Irving, who had written multiple books about World War II and Adolf Hitler, and was praised by some of Britain’s most prominent historians – despite arguing the Nazi gas chambers were an “impossibility”, the Holocaust didn’t happen and Hitler was “probably the biggest friend the Jews had in the Third Reich” - sued because he denied being a Holocaust denier.
In her book, Denying the Holocaust, Lipstadt said Irving “distorted evidence… manipulated documents and skewed… and misrepresented data in order to reach historically untenable conclusions”.
Irving lost spectacularly and Lipstadt and Penguin won after Judge Charles Gray found Irving deliberately falsified the historic record “motivated by a desire to present events in a manner consistent with his own ideological beliefs”, in both his writing and speaking in countries including Australia.
Irving’s denial of being racist rested on statements to the court including that he employed “several non-white women” as part of his “domestic staff”. They were all “very attractive girls with very nice breasts”, he said.
He was questioned in court about a ditty he sang to his nine-month-old daughter that went: “I am a Baby Aryan/Not Jewish or Sectarian/I have no plans to marry an/Ape or Rastafarian.”
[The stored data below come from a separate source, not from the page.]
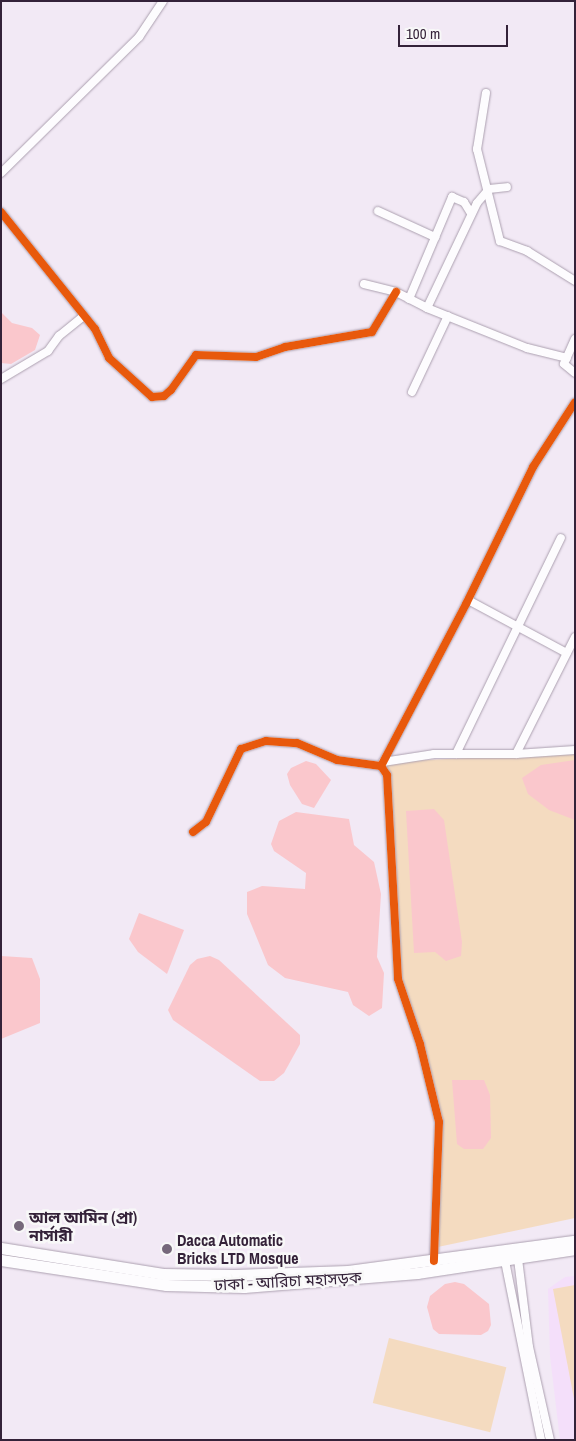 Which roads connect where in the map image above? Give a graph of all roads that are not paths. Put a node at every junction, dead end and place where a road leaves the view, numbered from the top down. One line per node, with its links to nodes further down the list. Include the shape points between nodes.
1 (163, 1): 3 (street, via 139,37)
2 (486, 94): 5 (street, via 477,149)
3 (1, 173)
4 (507, 187): 5 (street)
5 (489, 189): 8 (street); 10 (street, via 500,241 527,251)
6 (378, 211): 9 (street)
7 (1, 212): 15 (street)
8 (471, 213): 9 (street, via 464,202 452,197); 14 (street)
9 (435, 237): 13 (street)
10 (575, 281)
11 (364, 284): 12 (street)
12 (396, 292): 13 (street); 15 (street, via 372,332 285,346 256,357 196,355 164,396 152,397 108,358)
13 (409, 299): 14 (street)
14 (428, 308): 16 (street)
15 (84, 316): 20 (street, via 58,336 48,351)
16 (448, 316): 18 (street, via 527,348); 21 (street)
17 (575, 339): 18 (street)
18 (567, 358): 19 (street, via 564,364)
19 (575, 373)
20 (1, 379)
21 (412, 392)
22 (575, 402): 24 (street, via 533,466)
23 (561, 538): 25 (street)
24 (468, 600): 25 (street); 31 (street)
25 (518, 626): 27 (street); 29 (street)
26 (575, 637): 27 (street)
27 (567, 653): 30 (street)
28 (575, 750): 30 (street)
29 (456, 754): 30 (street); 31 (street, via 434,754)
30 (516, 754)
31 (382, 764): 32 (street, via 337,760 297,744 266,741 241,749 206,822); 38 (street, via 388,775 398,980 420,1044 439,1122)
32 (193, 832)
33 (575, 1241): 38 (highway, ঢাকা - আরিচা মহাসড়ক)
34 (1, 1248): 38 (highway, ঢাকা - আরিচা মহাসড়ক, via 163,1274 234,1276 348,1271)
35 (575, 1248): 36 (highway, ঢাকা - আরিচা মহাসড়ক)
36 (518, 1259): 39 (highway, ঢাকা - আরিচা মহাসড়ক); 41 (street, via 528,1347)
37 (1, 1260): 39 (highway, ঢাকা - আরিচা মহাসড়ক, via 166,1285 244,1287 417,1273)
38 (434, 1261)
39 (504, 1261): 40 (street)
40 (541, 1440)
41 (550, 1440)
Lady Renouf attended the court every day and sat behind Irving as his most prominent supporter. She argued Irving was the victim of a conspiracy that was denying him free speech.
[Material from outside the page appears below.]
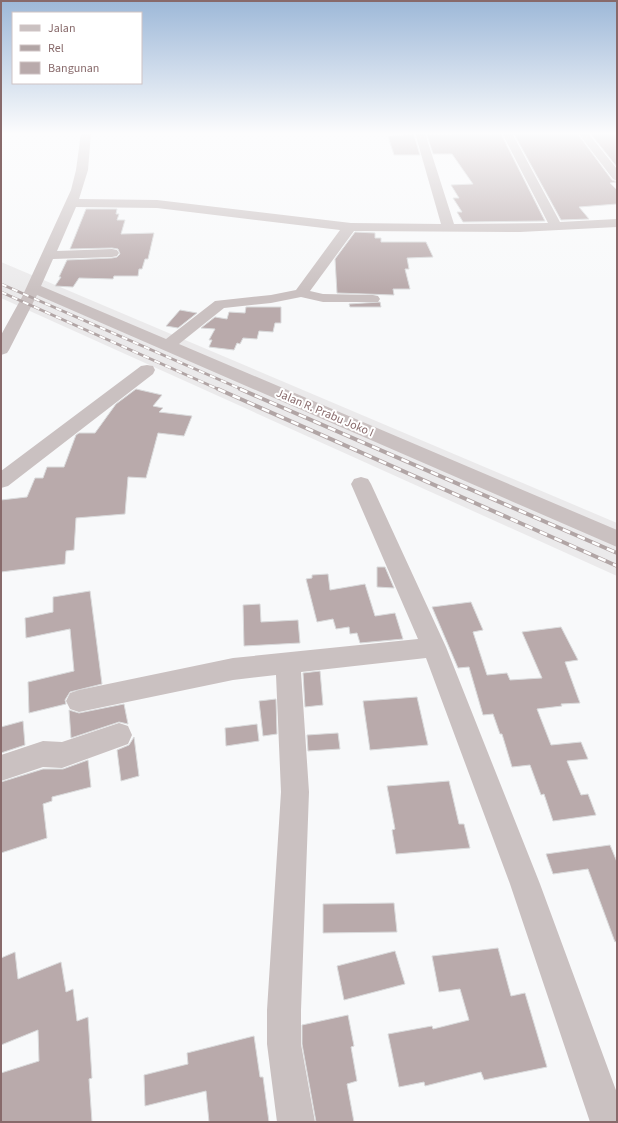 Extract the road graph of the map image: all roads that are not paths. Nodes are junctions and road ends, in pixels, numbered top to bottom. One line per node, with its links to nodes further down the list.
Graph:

Still quite beautiful at 72, she remains the poster girl for Holocaust deniers. In 2018 she was questioned by police after telling a German neo-Nazi rally that 6 million Jews weren’t killed by the Nazis during World War II.
In 2004 Lady Renouf and I had been talking for about 20 minutes before she introduced the word “Jews” to the conversation. We had been speaking about her memories of a childhood at The Entrance, attending local schools and how she won a Newcastle beauty contest in 1968.
The “Jews” reference was out of the blue, extremely negative and quite chilling. It is one thing to hear groups of men yelling anti-Jewish obscenities at a neo-Nazi rally, but another altogether to have a beautifully-modulated woman’s voice purring those obscenities down a phone line.
Senator Fraser Anning pulled something of a Renouf this week when he stood up at a Victorian rally organised by far-right activists and told them: “I think this is the start of something bigger. The revolution will eventually start.”
What that “revolution” is or what form it would take he didn’t say. He didn’t have to. The crowd cheered because he endorsed the protesters’ view of themselves as patriots fighting a common foe – in this case people with dark skin described as criminals and gang members, without any attempt to distinguish individuals beyond that. History documents the tragic consequences of that thinking, not that Anning has shown much interest in learning from the past.
And we pay him more than $200,000 a year for this.